Para Sebastião Tojal, Direito do Estado da FDUSP, se a população olhar com atenção, de alguma maneira, já vinha se anunciando um absoluto descompasso entre meios e fins. “As coisas vêm se sucedendo”, diz. O docente observou a disputa de poder entre as próprias instituições quem podem levar a uma autofagia. Tratou ainda da espetacularização, com os efeitos da Lava-Jato.

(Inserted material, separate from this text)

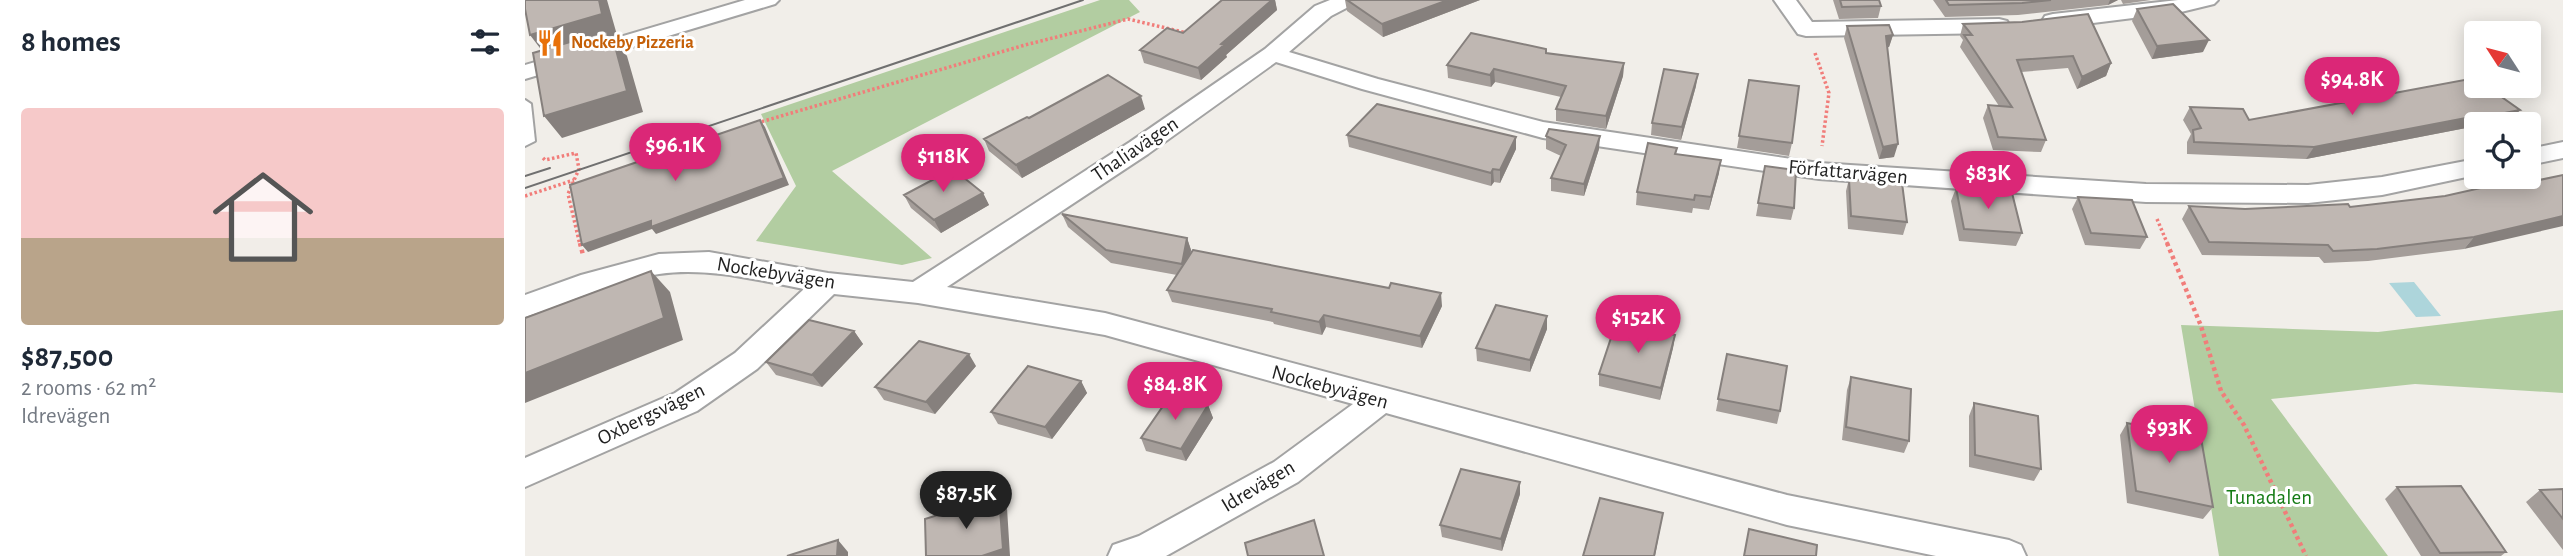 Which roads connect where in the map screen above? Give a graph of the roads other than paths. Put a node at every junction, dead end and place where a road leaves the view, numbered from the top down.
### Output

O professor Gustavo Bambini (Each) fez uma relação sob o aspecto da composição do Legislativo, ressaltando o aumento de representantes do bolsonarismo. Ao apresentar os números acenou para o sentido da racionalidade.

 

Tempos de autocracia

Para Conrado Hubner é importante a sociedade tomar conhecimento do que é a autocracia. “A gente está caminhando para um futuro desconhecido. Essa terceira onda de autocratização no mundo demorou um pouco para chegar no Brasil”, disse. Acentuou o negacionismo e o risco que o Brasil vive de processo antidemocrático. “Há regimes que praticam autoritarismo eleitoral e a eleição de 2022 está profundamente contaminada por alguns elementos do autoritarismo.

Entre os detectores de autoritarismo eleitoral citou o medo da população se expressar e a integridade do processo. “Imaginando um segundo governo de Bolsonaro, podemos imaginar algumas coisas. Primeiro um amplo pacote de leis regressivas, conservadoras, autoritárias, que vão afetar a vida das mulheres, das crianças, da família, e da Educação”, advertiu.

Oscar Vilhena Vieira, diretor da FGV-Direito e professor de Direito Constitucional, acentuou o peso do momento dramático de medo institucional que carrega o Brasil e vários outros países. Conforme assinalou, no mundo, 71% da população vive em países autocráticos. “É um mundo hostil à democracia e a gente não pode perder de vista que essa eleição (brasileira) se dá nesse contexto de uma democracia que tem as suas enormes fragilidades.

Como lição, avisou que entre os enormes problemas que podem esbarrar o sentido de democracia pelas populações são as promessas feitas ao longo das campanhas e não cumpridas. Também relatou o desconforto do uso da máquina em prol dos candidatos que estão no poder. “Essa eleição é absolutamente assimétrica porque não temos partes iguais”.

Pôs em foco que uma das estratégias do populismo autoritário é a de normalizar a anormalidade. “Vemos as regras eleitorais sendo afrontadas, corrompidas, destroçadas”, acentua. “Eu temo, que se o Bolsonaro ganhar, teremos uma erosão muito rápida e incisiva dos mecanismos de freios e contrapesos. Haverá maioria para o impeachment de ministro do Supremo, por exemplo”, acrescentou.